The Epiphone Valve Junior is a small 5 watt class A electric guitar amplifier. It is relatively inexpensive, and has relatively few features, but is somewhat popular in the DIY community for modification.

== Specifications ==
- Available as an 8 in speaker combo version or as a head only version.
- Weight: 20.9 lbs
- Dimensions: 14.6 × 8.7 × 15.1 in
- Made in China

== History ==
The Epiphone Valve Jr. version 1 combo was released in 2005 as a part of Epiphone's line of amplifiers. In January 2006 a head version was released and also a version 2 combo. In June 2007 an updated head version and a version 3 combo were released. The first Epiphone Valve Juniors (version 1) were only combo amplifiers and received only a fair reception, due to such problems as buzzing and hum caused by the AC filament voltage. Epiphone then released a head version, correcting these issues and changed the AC filament voltage to DC voltage. Version 2 combos also featured these modifications. The version 1 and version 2 combos feature an 8 in 4 Ω ceramic speaker.

Epiphone released Combo version 3 and a newer version of the head with higher retail prices and feature a variety of tube brands based on availability including Electro-Harmonix, JJ, and Sovtek. The newer versions of the head and version 3 combos feature updated transformers with 4, 8, and 16 Ω outputs and the version 3 combos feature an 8 in 16 Ω Eminence Lady Luck speaker. In 2007, Epiphone released a speaker cabinet that can be used with the Epiphone Valve Junior, featuring a 12 in 16 Ω Eminence Lady Luck speaker rated at 70 W RMS.

- Combo version 1 has front panel stripes that run along the centre of the front panel and has a 4 Ω output only and an AC filament voltage.
- Combo version 2 has front panel stripes that run along the top of the front panel and has a 4 Ω output only and a DC filament voltage.
- Combo version 3 has front panel stripes that run along the top of the front panel and has 4, 8, and 16 Ω outputs and a DC filament voltage.
- Head only versions have 4, 8, and 16 Ω outputs.
- Early versions mainly have Sovtek tubes and later versions have a variety of tubes such as JJ, EH and Sovtek tubes.

== Modifications ==
The Epiphone Valve Junior has become very popular to modify in the amp modding community; numerous online guides and kits are available for this purpose.
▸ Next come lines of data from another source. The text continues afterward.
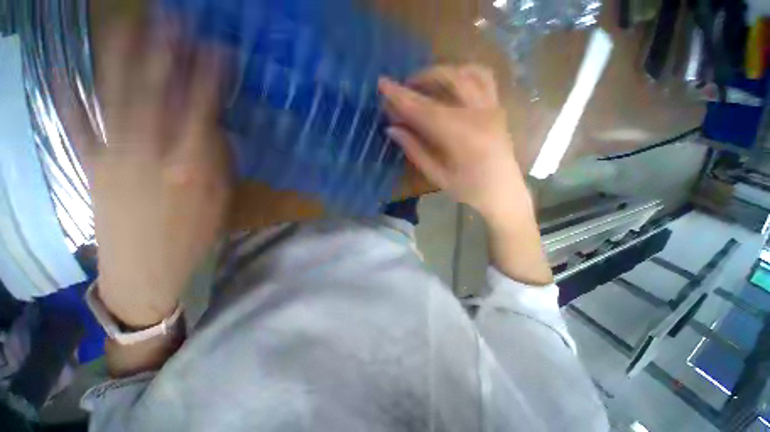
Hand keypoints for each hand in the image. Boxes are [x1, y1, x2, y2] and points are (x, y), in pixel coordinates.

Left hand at [80, 18, 230, 326]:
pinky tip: (60, 70)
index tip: (215, 49)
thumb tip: (213, 128)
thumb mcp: (220, 200)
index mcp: (191, 167)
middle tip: (172, 19)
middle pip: (158, 95)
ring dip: (122, 59)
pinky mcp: (90, 166)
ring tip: (128, 24)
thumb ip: (218, 162)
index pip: (202, 111)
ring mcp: (115, 156)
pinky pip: (76, 126)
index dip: (208, 77)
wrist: (148, 268)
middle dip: (165, 53)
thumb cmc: (194, 236)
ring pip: (117, 99)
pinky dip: (66, 97)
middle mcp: (152, 154)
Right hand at [379, 65, 551, 284]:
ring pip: (466, 72)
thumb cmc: (469, 190)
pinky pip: (483, 77)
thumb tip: (392, 129)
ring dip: (441, 73)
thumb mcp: (437, 175)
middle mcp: (479, 115)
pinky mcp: (498, 106)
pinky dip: (463, 72)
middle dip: (420, 80)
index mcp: (462, 138)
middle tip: (402, 89)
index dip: (401, 97)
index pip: (424, 110)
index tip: (382, 84)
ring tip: (424, 84)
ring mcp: (492, 107)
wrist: (504, 192)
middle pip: (447, 82)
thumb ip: (415, 150)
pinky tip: (451, 82)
Some sites offer kits to match the gain characteristics of Marshall, Fender and Vox amplifiers.

These kits often do not include a bridge rectifier to convert the version 1 AC filament supply voltage to DC, instead they suggest twisting the AC leads together to cancel the generated electromagnetic fields, a technique used in twisted-pair Ethernet cable to eliminate crosstalk.
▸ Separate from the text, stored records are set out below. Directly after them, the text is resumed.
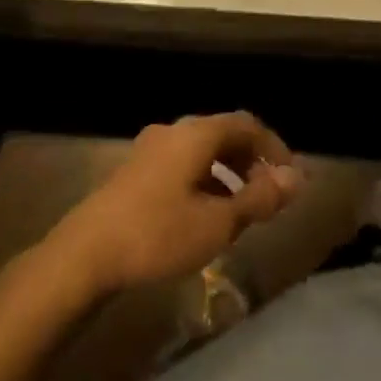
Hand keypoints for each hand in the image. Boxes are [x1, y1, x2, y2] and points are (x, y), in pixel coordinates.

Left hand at [45, 112, 303, 296]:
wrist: (84, 255)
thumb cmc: (158, 234)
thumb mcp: (217, 222)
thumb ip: (259, 198)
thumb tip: (297, 179)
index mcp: (197, 133)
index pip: (247, 124)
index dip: (273, 147)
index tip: (289, 178)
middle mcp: (174, 130)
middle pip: (223, 134)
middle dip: (250, 160)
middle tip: (267, 195)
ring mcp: (150, 150)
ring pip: (200, 151)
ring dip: (226, 173)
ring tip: (239, 209)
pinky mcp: (133, 172)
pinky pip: (181, 165)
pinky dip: (203, 181)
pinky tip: (202, 215)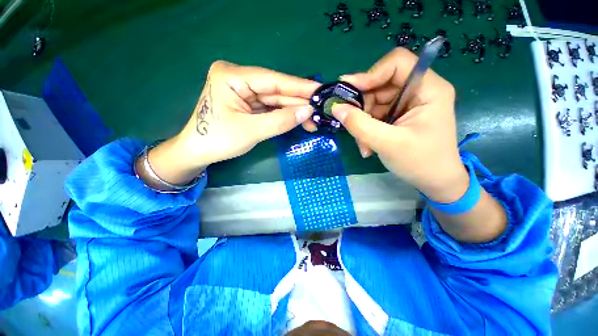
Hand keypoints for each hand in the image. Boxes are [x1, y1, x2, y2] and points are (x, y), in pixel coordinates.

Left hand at [146, 61, 318, 184]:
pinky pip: (271, 108)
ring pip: (275, 100)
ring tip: (313, 120)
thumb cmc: (218, 140)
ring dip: (294, 111)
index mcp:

== Valve Junior Hot Rod ==
A somewhat limited edition of the Valve Junior head was produced by Epiphone, dubbed the Valve Junior Hot Rod. It was released as a response to the extensive number of modifications that were being applied to the regular Valve Junior. The circuitry was altered to include a second 12AX7 preamp tube, a gain control, and a spring reverb in addition to the single volume control, as well as a standby switch to preserve tube life. Thanks to a dual function jack on the amp's rear panel, the Hot Rod can also be used as a standalone reverb unit to be used in conjunction with another amplifier's input or effects loop. In this function, the gain knob becomes the unit's dwell control, the volume knob retains its level function, and the reverb knob becomes the mixture control. When used as a reverb unit, the Hot Rod does not need to have a speaker connected to its output jacks because an internal "dummy load" activates automatically when the Reverb output jack is used.

== Serial numbers ==
The first 4 digits of the serial number are the date code MMYY (MM = month, YY = year). Version 2 Valve Juniors have date codes starting at "0106" January 2006 up to June 2007 when version 3 was released.